Appelées aussi activisme digital, ces formes d’organisation répandues notamment sur les réseaux socionumériques, Facebook et Twitter en l’occurrence, changent en effet l’action militante qui était, autrefois, purement physique. Aujourd’hui, elle se développe davantage sur le numérique où plusieurs millions de personnes s’organisent autour de thèmes, de campagnes, d’actions ou surtout de causes communes. Seulement, ne doit-on pas la convertir en événements concrets pour qu’elle soit réellement efficace ? L’activisme digital, ses avantages de taille et ses dérives, est une arme à double tranchant !

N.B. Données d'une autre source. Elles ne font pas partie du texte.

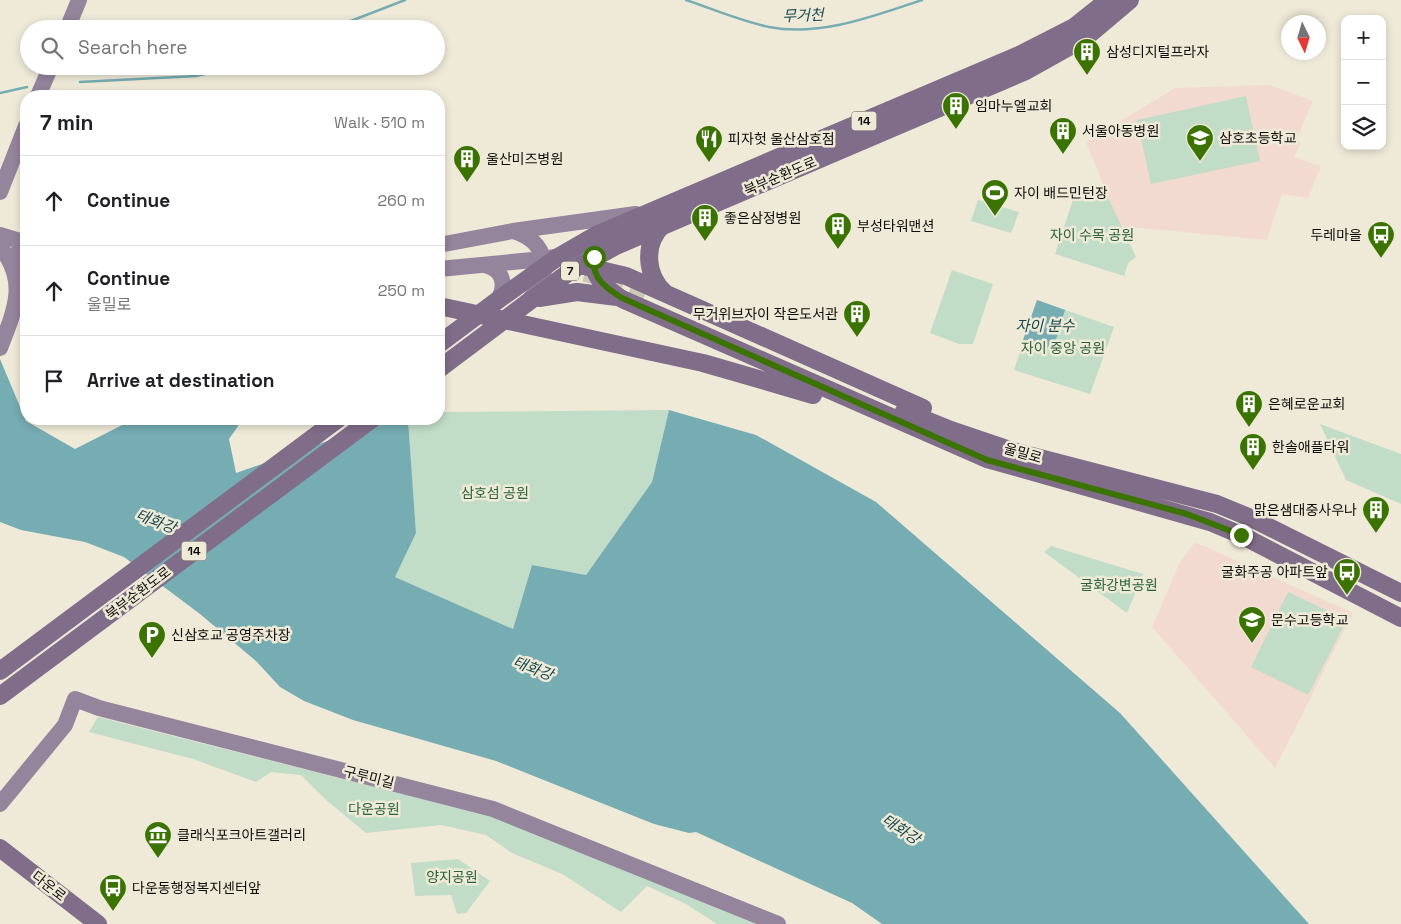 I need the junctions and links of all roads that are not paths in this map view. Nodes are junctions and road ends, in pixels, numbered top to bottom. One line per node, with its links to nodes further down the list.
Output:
1 (79, 0): 4 (street)
2 (1108, 0): 9 (main road, 북부순환도로 / 14)
3 (1130, 0): 10 (main road, 북부순환도로 / 14)
4 (70, 20)
5 (47, 75): 6 (street)
6 (41, 90)
7 (20, 141): 8 (street)
8 (0, 192)
9 (650, 212): 11 (main road, 북부순환도로 / 14); 12 (street)
10 (662, 226): 21 (main road, 북부순환도로 / 7); 26 (main road)
11 (612, 228): 21 (main road); 23 (main road, 북부순환도로 / 7)
12 (514, 231): 15 (street); 23 (street)
13 (0, 235): 17 (street)
14 (0, 241): 18 (street)
15 (445, 244)
16 (0, 247): 25 (street)
17 (20, 248)
18 (20, 248)
19 (20, 256): 25 (street)
20 (445, 258): 22 (street)
21 (590, 260): 23 (main road); 26 (main road); 27 (main road); 30 (main road, 북부순환도로 / 7)
22 (480, 261): 23 (street); 24 (street); 29 (street)
23 (544, 267): 29 (main road, 북부순환도로 / 7); 30 (street)
24 (445, 268)
25 (15, 274): 32 (street)
26 (668, 294): 39 (main road)
27 (622, 298): 30 (main road); 38 (main road)
28 (650, 299): 39 (main road, 울밀로)
29 (498, 300): 33 (main road, 북부순환도로, bridge)
30 (528, 302): 35 (main road, 북부순환도로, bridge)
31 (445, 307): 38 (main road)
32 (17, 309): 34 (street)
33 (445, 340)
34 (0, 348)
35 (445, 364)
36 (330, 425): 42 (main road, 북부순환도로 / 14)
37 (364, 425): 43 (main road, 북부순환도로 / 14)
38 (906, 425): 41 (main road, 울밀로)
39 (1063, 464): 40 (main road, 울밀로)
40 (1401, 593)
41 (1401, 618)
42 (0, 671)
43 (0, 696)
44 (0, 804): 47 (street, 구루미길)
45 (0, 848): 46 (main road, 다운로)
46 (98, 924)
47 (778, 924) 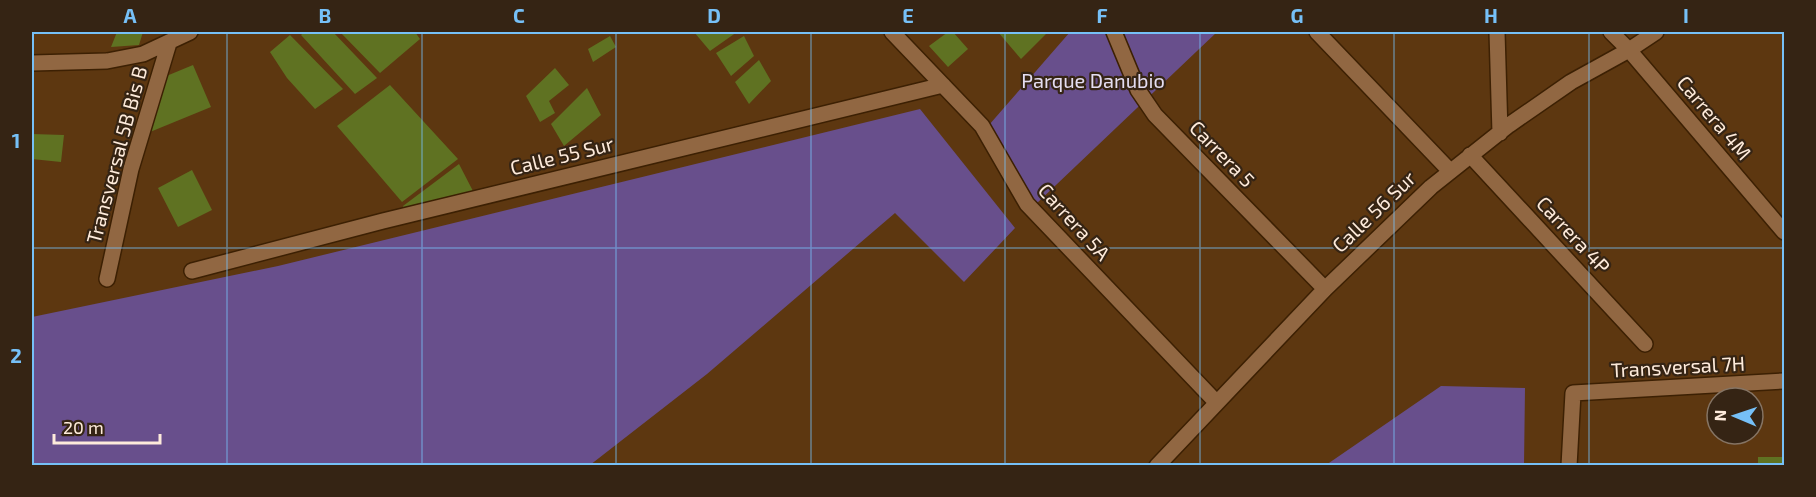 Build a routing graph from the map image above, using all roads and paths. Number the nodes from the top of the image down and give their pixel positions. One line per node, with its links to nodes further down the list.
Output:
1 (190, 32): 8 (street)
2 (892, 32): 11 (street, Carrera 5A)
3 (1113, 32): 18 (street, Carrera 5)
4 (1317, 32): 14 (street)
5 (1497, 32): 12 (street)
6 (1611, 32): 9 (street, Carrera 4M)
7 (1656, 32): 9 (street, Calle 56 Sur)
8 (169, 43): 10 (street); 17 (street, Transversal 5B Bis B)
9 (1629, 50): 12 (street, Calle 56 Sur); 15 (street, Carrera 4M)
10 (32, 63)
11 (943, 85): 16 (street, Calle 55 Sur); 21 (street, Carrera 5A)
12 (1500, 133): 13 (street, Calle 56 Sur)
13 (1470, 155): 14 (street, Calle 56 Sur); 19 (street, Carrera 4P)
14 (1450, 171): 18 (street, Calle 56 Sur)
15 (1785, 232)
16 (192, 271)
17 (107, 279)
18 (1325, 289): 21 (street, Calle 56 Sur)
19 (1645, 344)
20 (1785, 381): 23 (street, Transversal 7H)
21 (1216, 402): 22 (street, Calle 56 Sur)
22 (1157, 465)
23 (1569, 465) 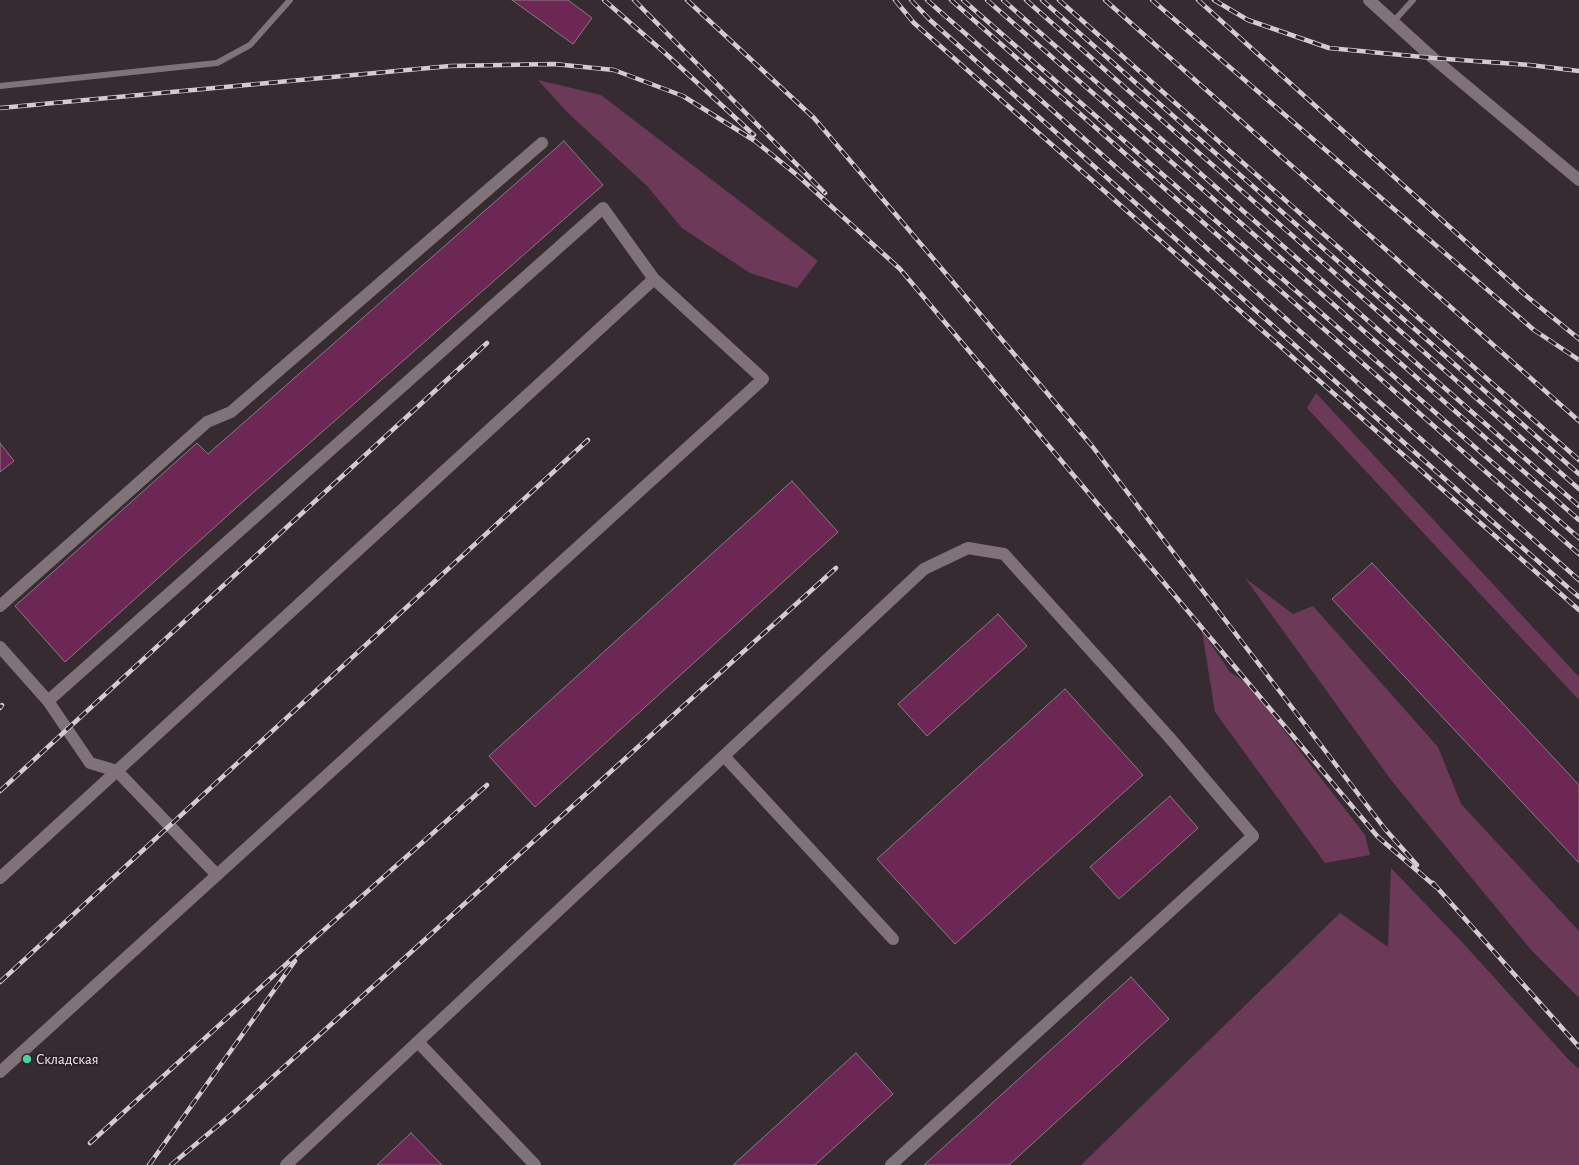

Les derniers évènements survenus brusquement en Palestine, à Gaza et dans les territoires occupés, rouvrent le dossier du cyber-militantisme. Il désigne toutes les actions numériques menées notamment sur les réseaux sociaux pour revendiquer des droits, combattre des dépassements, alimenter des campagnes et surtout défendre une cause commune. Ils sont comptés par centaines de milliers les jeunes arabes qui mènent actuellement une grande campagne sur les réseaux sociaux pour appeler à arrêter les agressions commises par l’entité sioniste à l’encontre de la Bande de Gaza et contre le peuple palestinien et les habitants du quartier Cheikh Jarrah à Al-Qods.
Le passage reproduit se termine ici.